巨大な男だ。椅子に座った上背だけでも私よりずっと高い。

立ち上がれば、190cmを優に超えるだろう。

木製の椅子に据えた腰と無駄のない上半身、緩慢だが隙のない身振り。男は手元の呼び鈴をとり、軽く振った。

 

「秘書を呼ぶ。少し待て」

「秘書?」

 

思わず聞き返した。これも初耳だ。

 

「やむなくだ。先週から我々のチームに入った」

 

「先週から?本国の紹介ですか?」

「訝しむな。詳しく知る必要はない」

 

男は無表情のまま、口元を歪めた。唇の上に伸びかけた髭で隠そうとしているが、引き攣れたような傷跡が見える。笑うと、凄みが滲んだ。

 

 

程なく、ドアがノックされた。

 

「入りたまえ」

 

応じるように扉は開いた。訪問者が顔を出した。女である。

 

「ミスタ・マレンコフ。
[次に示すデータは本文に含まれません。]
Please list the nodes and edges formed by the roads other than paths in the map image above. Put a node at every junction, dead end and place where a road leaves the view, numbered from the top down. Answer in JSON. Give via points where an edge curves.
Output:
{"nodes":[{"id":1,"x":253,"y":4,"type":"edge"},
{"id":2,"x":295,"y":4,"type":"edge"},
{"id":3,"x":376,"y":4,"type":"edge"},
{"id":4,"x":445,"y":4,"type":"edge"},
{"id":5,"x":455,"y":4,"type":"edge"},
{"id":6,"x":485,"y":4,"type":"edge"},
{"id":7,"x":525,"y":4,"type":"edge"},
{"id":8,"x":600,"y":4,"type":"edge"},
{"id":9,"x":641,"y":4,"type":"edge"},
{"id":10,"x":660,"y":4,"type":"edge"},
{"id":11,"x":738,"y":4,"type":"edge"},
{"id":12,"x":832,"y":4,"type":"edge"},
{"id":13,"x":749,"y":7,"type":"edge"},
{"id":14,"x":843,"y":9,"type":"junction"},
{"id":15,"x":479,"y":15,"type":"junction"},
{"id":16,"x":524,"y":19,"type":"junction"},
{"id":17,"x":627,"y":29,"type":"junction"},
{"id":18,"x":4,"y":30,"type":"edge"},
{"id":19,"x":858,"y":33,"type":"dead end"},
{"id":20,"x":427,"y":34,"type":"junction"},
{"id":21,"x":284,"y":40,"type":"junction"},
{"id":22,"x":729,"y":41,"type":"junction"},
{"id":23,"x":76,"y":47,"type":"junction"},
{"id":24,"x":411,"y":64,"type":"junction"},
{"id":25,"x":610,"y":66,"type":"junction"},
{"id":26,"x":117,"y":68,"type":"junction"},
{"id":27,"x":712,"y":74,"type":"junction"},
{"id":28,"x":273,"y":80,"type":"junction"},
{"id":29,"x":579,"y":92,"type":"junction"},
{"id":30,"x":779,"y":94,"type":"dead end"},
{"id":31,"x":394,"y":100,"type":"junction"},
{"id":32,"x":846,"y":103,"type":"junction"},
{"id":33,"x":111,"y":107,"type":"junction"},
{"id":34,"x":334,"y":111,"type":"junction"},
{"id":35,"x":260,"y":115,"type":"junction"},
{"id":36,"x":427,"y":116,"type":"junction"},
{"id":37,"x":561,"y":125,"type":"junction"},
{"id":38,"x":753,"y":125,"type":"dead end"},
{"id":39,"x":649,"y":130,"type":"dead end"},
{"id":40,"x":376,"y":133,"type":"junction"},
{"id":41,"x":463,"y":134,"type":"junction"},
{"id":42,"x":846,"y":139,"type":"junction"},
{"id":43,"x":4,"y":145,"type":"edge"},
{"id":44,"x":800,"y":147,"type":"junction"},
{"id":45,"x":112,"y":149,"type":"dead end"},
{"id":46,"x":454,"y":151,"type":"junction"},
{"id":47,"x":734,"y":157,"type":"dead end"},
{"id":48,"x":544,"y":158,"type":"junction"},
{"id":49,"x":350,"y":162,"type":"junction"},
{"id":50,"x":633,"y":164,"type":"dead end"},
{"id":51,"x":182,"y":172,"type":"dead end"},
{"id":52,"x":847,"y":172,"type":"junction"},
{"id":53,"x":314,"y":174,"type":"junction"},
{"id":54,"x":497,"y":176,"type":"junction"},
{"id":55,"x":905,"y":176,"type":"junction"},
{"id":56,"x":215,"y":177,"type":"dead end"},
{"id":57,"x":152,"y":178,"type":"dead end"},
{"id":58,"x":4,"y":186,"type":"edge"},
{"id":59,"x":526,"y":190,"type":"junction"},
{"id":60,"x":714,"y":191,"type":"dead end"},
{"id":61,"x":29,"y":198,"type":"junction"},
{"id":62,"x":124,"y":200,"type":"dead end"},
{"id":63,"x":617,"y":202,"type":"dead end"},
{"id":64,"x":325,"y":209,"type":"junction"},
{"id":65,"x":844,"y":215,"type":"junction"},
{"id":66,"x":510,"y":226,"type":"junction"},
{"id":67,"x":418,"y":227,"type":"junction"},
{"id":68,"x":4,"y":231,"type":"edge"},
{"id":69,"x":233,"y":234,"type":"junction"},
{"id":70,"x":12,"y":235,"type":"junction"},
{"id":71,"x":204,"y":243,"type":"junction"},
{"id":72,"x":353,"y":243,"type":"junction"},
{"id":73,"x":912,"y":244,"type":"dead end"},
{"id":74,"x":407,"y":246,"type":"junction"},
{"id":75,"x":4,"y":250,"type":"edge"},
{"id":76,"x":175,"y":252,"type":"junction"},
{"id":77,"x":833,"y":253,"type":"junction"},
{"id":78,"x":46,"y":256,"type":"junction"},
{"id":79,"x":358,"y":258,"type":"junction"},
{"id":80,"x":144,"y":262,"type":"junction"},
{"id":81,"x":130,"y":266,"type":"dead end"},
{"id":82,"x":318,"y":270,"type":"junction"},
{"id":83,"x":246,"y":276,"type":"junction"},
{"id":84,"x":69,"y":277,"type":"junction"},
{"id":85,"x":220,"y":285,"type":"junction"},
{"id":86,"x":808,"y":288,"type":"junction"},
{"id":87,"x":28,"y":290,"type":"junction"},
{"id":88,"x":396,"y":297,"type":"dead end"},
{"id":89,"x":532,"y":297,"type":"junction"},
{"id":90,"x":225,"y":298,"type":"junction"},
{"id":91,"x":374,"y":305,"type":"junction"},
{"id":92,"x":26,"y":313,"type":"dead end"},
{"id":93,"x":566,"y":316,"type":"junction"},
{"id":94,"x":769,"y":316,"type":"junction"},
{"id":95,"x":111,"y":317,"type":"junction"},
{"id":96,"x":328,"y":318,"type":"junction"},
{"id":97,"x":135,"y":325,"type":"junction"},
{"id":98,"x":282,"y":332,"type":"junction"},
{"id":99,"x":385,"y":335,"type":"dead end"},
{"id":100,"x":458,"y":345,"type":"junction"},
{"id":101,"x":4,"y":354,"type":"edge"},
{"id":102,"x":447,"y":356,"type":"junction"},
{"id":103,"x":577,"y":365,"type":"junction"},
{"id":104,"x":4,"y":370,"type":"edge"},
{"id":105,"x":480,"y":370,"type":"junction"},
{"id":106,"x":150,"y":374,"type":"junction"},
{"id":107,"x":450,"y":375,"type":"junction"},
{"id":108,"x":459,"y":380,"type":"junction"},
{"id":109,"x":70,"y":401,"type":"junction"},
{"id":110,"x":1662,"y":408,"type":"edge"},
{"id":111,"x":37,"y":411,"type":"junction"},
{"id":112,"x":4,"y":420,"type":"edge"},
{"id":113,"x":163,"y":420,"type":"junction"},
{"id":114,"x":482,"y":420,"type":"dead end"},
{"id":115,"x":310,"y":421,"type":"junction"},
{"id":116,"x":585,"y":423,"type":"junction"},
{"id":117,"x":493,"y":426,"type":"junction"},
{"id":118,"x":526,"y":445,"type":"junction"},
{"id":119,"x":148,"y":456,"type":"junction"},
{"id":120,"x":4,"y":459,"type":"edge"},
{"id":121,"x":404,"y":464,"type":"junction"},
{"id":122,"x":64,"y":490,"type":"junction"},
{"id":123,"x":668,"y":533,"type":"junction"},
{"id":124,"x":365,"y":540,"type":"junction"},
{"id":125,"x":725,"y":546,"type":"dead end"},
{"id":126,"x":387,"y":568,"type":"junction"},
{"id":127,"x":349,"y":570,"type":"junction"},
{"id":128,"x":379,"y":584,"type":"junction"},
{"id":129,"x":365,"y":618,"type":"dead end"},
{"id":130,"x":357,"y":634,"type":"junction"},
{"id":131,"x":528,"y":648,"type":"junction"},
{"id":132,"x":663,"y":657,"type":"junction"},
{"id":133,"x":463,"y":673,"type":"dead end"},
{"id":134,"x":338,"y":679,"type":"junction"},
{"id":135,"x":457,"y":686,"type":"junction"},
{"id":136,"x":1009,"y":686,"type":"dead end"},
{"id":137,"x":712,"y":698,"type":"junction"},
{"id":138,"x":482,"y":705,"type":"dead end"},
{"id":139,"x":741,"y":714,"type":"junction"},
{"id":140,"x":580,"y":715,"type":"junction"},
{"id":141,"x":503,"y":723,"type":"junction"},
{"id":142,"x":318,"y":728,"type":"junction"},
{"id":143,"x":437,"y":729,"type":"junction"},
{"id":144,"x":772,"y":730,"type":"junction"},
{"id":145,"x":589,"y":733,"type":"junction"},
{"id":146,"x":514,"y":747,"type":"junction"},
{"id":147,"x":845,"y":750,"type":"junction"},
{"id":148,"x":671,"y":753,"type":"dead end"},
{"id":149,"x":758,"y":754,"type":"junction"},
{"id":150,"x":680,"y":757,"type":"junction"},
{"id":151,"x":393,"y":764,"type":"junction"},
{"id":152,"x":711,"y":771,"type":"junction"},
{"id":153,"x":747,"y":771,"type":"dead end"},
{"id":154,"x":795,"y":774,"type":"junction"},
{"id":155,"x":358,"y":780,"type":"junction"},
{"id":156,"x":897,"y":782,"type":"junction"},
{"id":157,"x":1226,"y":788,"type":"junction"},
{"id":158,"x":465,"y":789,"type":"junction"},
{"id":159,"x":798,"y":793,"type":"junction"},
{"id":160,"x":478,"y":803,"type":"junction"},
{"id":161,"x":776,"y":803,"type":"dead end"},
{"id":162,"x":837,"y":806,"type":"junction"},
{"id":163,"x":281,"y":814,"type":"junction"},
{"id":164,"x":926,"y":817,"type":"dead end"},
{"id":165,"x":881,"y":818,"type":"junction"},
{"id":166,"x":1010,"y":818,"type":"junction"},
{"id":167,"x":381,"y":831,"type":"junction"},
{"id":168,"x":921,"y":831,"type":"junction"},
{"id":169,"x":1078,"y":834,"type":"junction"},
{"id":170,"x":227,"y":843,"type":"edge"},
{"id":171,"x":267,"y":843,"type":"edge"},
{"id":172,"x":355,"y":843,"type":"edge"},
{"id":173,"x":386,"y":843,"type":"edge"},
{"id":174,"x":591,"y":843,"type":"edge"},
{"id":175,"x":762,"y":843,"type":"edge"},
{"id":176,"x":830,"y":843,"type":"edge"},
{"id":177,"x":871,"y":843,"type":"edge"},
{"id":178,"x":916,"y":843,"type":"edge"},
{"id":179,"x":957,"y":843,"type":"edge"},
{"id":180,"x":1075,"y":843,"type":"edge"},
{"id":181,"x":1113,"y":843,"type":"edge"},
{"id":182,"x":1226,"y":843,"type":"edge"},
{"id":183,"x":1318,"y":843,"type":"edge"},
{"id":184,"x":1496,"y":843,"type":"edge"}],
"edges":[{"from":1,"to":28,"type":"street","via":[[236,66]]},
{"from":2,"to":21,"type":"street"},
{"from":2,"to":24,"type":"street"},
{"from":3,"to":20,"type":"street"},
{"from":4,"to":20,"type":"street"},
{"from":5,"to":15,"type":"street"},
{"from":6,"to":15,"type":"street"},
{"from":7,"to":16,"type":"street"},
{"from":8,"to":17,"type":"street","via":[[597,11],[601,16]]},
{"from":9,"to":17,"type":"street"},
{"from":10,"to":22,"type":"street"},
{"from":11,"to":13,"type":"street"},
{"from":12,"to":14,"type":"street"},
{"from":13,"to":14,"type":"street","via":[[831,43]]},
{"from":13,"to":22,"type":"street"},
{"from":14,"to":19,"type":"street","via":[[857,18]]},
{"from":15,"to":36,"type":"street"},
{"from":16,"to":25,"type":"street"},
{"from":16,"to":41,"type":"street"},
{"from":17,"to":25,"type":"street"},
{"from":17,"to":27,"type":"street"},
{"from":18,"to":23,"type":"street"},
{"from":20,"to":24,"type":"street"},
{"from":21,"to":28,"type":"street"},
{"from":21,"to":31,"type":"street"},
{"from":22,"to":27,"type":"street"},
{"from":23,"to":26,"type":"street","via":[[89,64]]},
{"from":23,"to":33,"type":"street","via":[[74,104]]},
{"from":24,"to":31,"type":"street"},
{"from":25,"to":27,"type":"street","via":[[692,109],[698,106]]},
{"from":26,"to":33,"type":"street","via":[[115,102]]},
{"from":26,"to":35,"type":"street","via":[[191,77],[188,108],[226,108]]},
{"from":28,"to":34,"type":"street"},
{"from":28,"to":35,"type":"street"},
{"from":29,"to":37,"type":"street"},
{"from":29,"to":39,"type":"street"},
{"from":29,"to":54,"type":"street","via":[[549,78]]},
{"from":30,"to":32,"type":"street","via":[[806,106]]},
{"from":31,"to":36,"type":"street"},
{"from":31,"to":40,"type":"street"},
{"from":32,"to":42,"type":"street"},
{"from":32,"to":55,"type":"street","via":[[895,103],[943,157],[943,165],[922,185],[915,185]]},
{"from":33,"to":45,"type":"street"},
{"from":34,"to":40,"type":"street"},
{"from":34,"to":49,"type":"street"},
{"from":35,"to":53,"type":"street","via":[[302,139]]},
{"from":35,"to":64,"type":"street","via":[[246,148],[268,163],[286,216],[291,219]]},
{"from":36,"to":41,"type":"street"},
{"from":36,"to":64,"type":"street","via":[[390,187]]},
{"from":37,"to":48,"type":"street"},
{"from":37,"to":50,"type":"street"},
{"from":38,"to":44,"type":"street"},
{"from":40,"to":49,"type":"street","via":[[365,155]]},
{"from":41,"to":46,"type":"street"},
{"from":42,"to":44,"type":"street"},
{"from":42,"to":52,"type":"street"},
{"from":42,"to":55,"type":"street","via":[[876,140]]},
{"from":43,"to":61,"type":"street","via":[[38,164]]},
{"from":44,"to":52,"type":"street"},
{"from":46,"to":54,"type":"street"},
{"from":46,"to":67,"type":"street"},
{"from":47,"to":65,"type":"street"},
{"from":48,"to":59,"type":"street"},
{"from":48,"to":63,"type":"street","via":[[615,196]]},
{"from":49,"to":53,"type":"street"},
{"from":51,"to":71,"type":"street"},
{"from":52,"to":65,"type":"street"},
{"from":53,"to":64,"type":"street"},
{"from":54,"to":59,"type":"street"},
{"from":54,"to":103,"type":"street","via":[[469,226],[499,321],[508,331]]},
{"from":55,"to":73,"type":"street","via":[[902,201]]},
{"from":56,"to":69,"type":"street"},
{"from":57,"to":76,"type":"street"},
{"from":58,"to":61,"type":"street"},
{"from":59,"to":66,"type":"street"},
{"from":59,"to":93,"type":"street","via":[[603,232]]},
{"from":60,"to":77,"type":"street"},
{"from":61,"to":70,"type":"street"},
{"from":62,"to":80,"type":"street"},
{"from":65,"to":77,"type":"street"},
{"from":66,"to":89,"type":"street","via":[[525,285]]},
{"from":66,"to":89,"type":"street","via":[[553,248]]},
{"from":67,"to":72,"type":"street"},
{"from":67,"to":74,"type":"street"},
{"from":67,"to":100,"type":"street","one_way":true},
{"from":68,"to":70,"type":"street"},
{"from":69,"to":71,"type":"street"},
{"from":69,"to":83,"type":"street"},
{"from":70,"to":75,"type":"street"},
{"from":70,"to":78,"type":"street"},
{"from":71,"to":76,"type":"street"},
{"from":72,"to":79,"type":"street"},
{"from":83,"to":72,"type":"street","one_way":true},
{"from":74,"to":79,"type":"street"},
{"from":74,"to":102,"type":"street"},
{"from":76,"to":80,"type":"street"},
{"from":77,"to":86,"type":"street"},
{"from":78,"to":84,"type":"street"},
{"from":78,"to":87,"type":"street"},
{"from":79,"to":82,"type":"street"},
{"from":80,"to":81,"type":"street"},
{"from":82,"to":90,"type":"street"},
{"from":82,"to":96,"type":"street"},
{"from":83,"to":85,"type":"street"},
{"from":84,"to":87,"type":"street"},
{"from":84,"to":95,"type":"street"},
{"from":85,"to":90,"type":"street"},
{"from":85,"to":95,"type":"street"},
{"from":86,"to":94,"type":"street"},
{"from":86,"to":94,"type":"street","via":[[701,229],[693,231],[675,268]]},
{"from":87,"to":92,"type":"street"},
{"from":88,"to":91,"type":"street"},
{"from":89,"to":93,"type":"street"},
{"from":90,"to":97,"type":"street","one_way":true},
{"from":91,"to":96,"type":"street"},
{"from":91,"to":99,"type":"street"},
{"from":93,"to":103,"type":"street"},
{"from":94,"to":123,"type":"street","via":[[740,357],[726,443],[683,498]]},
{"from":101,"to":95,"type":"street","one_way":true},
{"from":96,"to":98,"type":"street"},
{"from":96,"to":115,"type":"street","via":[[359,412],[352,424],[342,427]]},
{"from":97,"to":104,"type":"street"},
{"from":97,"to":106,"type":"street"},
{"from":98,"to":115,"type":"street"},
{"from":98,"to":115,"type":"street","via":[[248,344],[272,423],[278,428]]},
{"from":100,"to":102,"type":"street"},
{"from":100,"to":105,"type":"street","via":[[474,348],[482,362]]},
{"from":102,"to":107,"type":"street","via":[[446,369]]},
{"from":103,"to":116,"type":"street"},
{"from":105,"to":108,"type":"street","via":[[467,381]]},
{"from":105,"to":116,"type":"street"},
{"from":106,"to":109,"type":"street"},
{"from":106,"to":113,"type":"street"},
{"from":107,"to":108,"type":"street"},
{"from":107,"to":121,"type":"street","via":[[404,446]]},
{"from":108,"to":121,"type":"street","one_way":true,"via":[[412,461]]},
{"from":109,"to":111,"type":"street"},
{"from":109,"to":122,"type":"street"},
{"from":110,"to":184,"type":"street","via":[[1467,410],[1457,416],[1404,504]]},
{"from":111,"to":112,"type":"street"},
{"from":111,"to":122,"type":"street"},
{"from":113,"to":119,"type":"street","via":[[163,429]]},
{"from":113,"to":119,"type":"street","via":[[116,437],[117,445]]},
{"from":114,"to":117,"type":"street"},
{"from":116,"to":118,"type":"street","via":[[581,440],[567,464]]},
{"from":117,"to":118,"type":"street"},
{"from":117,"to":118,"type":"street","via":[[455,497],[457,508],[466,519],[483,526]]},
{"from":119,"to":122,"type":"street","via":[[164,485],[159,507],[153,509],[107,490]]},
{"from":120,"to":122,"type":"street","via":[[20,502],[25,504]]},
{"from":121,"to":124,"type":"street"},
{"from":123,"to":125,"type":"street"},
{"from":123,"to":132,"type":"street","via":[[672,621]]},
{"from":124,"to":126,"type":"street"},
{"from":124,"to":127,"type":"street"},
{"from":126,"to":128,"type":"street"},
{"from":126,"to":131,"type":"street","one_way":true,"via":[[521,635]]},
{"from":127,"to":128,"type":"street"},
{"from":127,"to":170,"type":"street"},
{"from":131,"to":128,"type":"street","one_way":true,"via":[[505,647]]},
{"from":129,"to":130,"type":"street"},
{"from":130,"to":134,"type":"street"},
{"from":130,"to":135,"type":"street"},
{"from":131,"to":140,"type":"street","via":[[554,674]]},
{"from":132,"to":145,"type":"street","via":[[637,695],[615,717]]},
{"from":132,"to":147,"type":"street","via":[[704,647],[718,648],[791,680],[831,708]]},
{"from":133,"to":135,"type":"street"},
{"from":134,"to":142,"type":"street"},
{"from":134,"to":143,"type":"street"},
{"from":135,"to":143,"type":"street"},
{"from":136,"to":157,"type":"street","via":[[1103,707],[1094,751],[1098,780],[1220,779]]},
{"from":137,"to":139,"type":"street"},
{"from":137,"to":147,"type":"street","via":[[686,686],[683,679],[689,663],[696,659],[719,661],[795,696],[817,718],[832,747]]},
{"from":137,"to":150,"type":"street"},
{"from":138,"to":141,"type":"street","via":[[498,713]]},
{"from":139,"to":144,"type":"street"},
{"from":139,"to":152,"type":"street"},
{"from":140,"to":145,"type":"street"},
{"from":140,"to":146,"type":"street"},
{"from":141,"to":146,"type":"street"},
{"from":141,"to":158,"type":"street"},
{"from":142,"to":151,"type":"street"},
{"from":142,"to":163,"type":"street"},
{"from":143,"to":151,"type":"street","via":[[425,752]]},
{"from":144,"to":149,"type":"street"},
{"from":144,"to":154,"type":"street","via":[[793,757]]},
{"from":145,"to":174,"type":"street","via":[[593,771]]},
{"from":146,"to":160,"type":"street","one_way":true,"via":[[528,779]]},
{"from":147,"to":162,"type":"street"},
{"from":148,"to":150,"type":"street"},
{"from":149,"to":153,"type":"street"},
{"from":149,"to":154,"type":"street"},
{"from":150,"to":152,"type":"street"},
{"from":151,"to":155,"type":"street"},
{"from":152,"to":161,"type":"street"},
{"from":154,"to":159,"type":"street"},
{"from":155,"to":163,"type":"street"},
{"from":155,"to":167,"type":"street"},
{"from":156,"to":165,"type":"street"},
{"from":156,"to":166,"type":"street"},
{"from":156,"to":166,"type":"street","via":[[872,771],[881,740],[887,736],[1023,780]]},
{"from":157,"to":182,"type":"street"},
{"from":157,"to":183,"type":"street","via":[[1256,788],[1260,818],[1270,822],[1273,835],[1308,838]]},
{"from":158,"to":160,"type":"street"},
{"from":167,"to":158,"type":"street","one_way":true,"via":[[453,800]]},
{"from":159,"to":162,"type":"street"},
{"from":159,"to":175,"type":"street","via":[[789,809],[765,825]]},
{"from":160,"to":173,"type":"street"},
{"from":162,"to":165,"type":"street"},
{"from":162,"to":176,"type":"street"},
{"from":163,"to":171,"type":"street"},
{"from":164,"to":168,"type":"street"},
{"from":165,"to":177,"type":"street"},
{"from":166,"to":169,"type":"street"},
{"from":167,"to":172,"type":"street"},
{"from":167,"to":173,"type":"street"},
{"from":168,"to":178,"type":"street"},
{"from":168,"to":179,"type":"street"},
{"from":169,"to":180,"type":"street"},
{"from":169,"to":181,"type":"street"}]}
ご用件は?」

 

背の高い。私と同じ180cmくらいだろうか。

丈の長い黒のジャケットとパンツ。青い目とくっきりした目鼻立ちをしていたが、髪だけは東洋人のように黒かった。

 

「紅茶を頼む」

 

男が命じると女はわずかに目を伏せた。踵を返して部屋を出る。

数分後には湯気の立つカップとティーポットを乗せて、再び戻ってきた。

 

白い手が静かに茶器を置くのを黙って眺める。

女はもう一度男に目礼し、部屋を出ていった。

 

カップはたった1つ。赤い粘体を乗せた銀のさじが添えられていた。

ロシアン・ティーであった。少量を含みつつ、紅茶を楽しむためのものだ。

 

思わず唇がわずかに震えてしまった。まさか、これはそういう意味か??

何を言おうか考えつつ、口を開くよりさらに早く、男が機先を制した。

 

「飲め、ゴルコフ」

 

命令口調であった。仕様がない。ためらいながらもポットからカップに紅茶を注ぐ。

取手に手を伸ばした私を見て、男はまた口元をゆがめた。

 

「マナーを忘れるな」

 

やむなし、といった表情で赤いジャムを茶さじを手に持つ。

諸事に素早く思いをめぐらせながら、一部を軽く口に含んだ。

続いて甘さから逃げたいと言わんばかりに、ぐいと紅茶を煽る。口中燃えるように熱かったが、何とか飲み込んだ。

 

喉が上下するのを見届けて、ようやく男はにやりと笑った。

 

「毒じゃない」

「冗談じゃありませんよ」

 

男は机の書類の束の間から、新聞を引っ張り出した。